Extract all lines that hold "main" from the records below.

[Dataset extract]

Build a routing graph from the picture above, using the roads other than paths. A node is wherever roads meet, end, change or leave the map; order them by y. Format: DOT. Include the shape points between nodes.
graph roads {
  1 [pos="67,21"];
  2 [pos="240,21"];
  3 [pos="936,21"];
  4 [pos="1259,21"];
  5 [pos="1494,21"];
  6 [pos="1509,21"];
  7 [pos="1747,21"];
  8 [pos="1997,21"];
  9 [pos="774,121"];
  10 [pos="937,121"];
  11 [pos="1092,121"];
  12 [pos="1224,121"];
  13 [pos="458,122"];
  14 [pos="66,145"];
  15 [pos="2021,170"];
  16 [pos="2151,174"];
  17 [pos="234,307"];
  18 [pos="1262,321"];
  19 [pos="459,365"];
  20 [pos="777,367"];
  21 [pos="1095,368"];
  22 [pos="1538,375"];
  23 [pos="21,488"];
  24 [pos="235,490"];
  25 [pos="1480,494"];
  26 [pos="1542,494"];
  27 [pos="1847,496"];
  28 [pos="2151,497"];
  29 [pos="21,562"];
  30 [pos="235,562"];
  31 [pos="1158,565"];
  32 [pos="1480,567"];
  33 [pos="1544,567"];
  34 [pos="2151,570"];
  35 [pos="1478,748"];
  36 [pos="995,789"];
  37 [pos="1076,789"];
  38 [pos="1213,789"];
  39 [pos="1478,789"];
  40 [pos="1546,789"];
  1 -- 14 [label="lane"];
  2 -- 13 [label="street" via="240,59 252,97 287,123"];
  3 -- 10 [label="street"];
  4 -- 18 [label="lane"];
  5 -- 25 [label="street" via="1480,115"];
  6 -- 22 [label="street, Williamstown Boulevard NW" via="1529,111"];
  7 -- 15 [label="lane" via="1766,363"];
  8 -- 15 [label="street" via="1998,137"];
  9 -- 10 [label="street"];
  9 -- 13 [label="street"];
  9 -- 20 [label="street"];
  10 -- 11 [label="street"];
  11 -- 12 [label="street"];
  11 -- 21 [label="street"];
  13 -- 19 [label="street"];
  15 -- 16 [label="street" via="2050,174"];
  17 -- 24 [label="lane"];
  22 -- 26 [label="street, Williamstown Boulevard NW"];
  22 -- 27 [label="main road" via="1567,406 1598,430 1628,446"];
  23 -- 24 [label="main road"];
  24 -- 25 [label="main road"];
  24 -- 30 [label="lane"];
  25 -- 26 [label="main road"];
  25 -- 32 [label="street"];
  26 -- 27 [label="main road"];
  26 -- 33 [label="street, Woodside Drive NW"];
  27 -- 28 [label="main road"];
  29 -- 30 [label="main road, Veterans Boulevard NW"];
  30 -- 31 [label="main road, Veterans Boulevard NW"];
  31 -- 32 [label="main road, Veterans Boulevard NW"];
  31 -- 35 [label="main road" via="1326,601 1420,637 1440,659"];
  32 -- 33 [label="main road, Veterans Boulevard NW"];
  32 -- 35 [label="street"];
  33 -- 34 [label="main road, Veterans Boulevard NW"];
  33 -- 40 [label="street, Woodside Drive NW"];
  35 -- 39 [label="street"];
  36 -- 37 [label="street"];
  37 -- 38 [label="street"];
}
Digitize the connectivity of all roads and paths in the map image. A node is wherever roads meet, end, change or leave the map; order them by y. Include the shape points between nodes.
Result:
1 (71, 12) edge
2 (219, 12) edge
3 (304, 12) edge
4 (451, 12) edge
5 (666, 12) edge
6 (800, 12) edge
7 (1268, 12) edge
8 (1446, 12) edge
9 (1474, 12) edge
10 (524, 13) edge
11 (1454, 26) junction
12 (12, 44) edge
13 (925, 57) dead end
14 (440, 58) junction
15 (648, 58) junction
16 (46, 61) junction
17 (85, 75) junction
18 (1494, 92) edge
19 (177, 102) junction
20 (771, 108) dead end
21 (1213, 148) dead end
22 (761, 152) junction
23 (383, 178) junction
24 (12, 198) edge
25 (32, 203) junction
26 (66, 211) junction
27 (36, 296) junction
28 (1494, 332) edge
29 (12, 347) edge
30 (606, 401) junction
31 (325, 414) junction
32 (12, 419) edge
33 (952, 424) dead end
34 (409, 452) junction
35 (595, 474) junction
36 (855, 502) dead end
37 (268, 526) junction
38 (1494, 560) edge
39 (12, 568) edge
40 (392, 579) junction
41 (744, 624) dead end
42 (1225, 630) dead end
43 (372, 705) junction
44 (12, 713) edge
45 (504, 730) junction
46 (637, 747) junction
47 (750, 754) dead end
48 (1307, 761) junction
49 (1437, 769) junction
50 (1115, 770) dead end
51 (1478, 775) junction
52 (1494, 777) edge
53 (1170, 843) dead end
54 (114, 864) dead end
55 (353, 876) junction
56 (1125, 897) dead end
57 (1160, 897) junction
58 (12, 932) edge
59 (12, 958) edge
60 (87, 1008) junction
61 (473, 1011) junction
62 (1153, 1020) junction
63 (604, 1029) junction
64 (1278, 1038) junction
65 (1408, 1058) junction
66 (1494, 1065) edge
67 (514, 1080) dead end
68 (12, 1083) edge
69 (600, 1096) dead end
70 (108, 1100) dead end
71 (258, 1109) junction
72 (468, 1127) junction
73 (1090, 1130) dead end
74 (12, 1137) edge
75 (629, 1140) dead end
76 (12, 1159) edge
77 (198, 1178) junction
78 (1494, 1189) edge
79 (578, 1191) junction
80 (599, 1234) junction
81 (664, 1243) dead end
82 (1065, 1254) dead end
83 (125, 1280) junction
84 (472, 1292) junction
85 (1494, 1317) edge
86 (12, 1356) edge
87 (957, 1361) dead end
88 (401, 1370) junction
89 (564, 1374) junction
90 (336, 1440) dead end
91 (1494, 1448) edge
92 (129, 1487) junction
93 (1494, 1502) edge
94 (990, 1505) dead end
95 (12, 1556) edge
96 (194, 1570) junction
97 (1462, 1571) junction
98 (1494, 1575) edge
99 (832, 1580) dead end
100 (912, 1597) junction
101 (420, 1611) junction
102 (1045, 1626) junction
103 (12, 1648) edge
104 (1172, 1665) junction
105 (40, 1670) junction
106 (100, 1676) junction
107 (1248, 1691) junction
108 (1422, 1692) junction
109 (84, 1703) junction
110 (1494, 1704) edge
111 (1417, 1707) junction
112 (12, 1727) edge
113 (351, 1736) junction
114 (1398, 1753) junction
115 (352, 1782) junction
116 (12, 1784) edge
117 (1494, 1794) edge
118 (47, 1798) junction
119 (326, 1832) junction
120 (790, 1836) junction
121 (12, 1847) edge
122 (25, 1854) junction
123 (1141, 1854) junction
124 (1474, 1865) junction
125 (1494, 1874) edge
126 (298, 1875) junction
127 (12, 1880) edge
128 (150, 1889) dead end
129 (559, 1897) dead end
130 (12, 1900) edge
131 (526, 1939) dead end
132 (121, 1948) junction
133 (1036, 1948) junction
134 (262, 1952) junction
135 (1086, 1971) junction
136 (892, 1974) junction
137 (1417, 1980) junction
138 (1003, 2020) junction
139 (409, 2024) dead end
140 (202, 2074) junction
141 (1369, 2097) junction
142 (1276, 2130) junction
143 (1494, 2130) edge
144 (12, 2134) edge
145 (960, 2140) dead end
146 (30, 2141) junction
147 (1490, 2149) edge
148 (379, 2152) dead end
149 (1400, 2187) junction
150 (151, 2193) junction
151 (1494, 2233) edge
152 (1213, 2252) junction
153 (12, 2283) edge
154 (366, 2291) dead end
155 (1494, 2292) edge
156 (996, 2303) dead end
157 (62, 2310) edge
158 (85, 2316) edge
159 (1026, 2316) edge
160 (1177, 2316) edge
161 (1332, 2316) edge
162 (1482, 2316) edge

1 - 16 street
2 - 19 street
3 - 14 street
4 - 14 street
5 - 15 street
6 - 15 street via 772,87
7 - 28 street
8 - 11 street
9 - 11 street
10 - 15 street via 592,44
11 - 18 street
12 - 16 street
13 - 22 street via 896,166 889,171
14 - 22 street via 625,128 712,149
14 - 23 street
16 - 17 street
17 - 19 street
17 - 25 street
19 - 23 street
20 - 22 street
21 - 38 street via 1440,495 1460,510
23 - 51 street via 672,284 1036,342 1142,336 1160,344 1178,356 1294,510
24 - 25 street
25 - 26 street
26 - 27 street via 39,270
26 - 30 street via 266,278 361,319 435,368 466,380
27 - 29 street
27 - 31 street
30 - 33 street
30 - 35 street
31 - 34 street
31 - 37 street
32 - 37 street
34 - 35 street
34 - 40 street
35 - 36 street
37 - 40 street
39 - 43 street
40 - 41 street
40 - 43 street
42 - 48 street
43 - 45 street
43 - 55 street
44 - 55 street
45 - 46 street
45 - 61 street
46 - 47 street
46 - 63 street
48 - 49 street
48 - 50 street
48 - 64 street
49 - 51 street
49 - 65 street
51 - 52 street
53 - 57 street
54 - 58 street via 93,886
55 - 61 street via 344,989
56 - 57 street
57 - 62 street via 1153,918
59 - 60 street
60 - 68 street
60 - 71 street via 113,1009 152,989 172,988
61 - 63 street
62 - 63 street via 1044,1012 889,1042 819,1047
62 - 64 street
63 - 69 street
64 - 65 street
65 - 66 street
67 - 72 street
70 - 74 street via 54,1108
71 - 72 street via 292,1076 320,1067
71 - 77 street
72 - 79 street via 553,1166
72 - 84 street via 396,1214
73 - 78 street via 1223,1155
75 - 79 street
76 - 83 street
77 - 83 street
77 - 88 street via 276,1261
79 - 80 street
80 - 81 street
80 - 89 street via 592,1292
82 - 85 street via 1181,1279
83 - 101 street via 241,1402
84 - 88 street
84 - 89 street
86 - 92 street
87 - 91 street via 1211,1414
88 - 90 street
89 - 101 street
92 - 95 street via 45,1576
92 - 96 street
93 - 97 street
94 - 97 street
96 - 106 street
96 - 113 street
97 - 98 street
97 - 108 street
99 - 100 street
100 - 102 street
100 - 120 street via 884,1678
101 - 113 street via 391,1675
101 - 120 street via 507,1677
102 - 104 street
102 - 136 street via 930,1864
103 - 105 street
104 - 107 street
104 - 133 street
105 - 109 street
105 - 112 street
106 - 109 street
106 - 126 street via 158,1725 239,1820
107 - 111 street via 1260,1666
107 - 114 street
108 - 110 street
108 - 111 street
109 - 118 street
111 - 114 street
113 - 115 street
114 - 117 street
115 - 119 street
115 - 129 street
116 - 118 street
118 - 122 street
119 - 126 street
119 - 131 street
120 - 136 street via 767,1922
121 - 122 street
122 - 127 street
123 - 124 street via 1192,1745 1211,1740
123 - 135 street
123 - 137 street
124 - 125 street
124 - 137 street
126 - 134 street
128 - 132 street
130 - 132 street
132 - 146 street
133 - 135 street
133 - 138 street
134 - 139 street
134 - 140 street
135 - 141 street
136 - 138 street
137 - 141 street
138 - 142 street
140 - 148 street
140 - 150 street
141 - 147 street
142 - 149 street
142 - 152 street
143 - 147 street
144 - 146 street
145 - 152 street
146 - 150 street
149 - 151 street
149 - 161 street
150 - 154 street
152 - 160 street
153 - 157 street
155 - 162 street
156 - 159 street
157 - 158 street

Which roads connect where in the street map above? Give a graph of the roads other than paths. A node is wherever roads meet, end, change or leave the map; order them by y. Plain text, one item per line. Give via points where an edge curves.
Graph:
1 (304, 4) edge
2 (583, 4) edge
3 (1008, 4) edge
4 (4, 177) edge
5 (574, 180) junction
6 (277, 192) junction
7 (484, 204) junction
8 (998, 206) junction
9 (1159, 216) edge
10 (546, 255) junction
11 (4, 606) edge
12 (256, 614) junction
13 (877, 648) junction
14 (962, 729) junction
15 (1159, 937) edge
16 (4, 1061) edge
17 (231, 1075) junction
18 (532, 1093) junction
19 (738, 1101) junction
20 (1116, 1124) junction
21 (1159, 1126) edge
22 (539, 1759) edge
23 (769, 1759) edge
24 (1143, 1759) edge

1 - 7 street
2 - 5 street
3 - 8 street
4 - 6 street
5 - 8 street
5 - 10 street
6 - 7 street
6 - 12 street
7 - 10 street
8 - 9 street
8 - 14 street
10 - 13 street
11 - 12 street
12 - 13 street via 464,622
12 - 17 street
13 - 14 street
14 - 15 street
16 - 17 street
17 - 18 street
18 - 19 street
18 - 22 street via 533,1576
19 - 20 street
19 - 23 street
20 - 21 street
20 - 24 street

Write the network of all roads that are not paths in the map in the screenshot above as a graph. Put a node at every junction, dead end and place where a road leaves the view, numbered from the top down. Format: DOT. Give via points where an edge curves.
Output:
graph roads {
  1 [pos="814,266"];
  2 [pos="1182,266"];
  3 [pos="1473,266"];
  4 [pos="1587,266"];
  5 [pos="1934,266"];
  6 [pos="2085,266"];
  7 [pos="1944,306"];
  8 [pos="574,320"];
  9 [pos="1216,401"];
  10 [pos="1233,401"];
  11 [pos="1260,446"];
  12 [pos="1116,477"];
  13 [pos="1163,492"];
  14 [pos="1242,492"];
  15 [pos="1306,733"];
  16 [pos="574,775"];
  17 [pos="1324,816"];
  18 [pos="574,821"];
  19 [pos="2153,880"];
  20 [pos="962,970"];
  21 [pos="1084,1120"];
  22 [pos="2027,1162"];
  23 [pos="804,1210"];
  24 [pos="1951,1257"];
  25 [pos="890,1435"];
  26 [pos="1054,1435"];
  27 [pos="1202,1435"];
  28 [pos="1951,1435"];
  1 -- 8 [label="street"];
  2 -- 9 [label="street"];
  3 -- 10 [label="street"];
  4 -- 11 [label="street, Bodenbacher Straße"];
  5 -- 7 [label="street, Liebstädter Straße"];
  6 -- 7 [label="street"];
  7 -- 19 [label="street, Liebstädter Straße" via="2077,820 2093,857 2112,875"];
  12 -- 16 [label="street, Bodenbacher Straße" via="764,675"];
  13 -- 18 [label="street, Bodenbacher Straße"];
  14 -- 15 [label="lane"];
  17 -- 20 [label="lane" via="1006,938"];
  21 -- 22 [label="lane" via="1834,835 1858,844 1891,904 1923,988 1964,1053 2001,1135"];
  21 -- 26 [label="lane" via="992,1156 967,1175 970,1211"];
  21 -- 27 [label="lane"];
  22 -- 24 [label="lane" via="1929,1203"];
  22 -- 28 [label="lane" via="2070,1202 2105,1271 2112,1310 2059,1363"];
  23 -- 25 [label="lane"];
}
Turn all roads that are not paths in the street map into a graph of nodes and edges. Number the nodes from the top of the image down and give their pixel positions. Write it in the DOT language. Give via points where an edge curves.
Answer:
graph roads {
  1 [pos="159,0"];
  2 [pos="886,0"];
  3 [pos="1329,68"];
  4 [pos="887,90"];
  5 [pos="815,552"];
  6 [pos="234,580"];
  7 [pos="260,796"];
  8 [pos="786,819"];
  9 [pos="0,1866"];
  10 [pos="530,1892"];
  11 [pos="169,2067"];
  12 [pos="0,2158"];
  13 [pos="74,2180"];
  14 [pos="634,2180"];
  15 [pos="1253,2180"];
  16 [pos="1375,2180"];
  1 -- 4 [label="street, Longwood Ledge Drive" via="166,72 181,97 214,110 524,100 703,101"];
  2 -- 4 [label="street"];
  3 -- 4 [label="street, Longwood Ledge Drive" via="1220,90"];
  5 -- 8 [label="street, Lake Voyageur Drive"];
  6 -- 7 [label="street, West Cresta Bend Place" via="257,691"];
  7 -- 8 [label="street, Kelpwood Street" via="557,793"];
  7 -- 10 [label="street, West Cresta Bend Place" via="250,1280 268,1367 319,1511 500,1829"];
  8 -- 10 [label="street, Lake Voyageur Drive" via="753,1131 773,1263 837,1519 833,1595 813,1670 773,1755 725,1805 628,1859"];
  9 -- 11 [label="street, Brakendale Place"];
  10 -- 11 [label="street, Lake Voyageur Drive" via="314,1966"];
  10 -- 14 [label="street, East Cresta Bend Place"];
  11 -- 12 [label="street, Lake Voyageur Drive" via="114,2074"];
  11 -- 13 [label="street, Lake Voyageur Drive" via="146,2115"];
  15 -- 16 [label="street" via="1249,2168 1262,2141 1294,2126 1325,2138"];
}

[/Dataset extract]

#### Output for this exercise
  22 -- 27 [label="main road" via="1567,406 1598,430 1628,446"];
  23 -- 24 [label="main road"];
  24 -- 25 [label="main road"];
  25 -- 26 [label="main road"];
  26 -- 27 [label="main road"];
  27 -- 28 [label="main road"];
  29 -- 30 [label="main road, Veterans Boulevard NW"];
  30 -- 31 [label="main road, Veterans Boulevard NW"];
  31 -- 32 [label="main road, Veterans Boulevard NW"];
  31 -- 35 [label="main road" via="1326,601 1420,637 1440,659"];
  32 -- 33 [label="main road, Veterans Boulevard NW"];
  33 -- 34 [label="main road, Veterans Boulevard NW"];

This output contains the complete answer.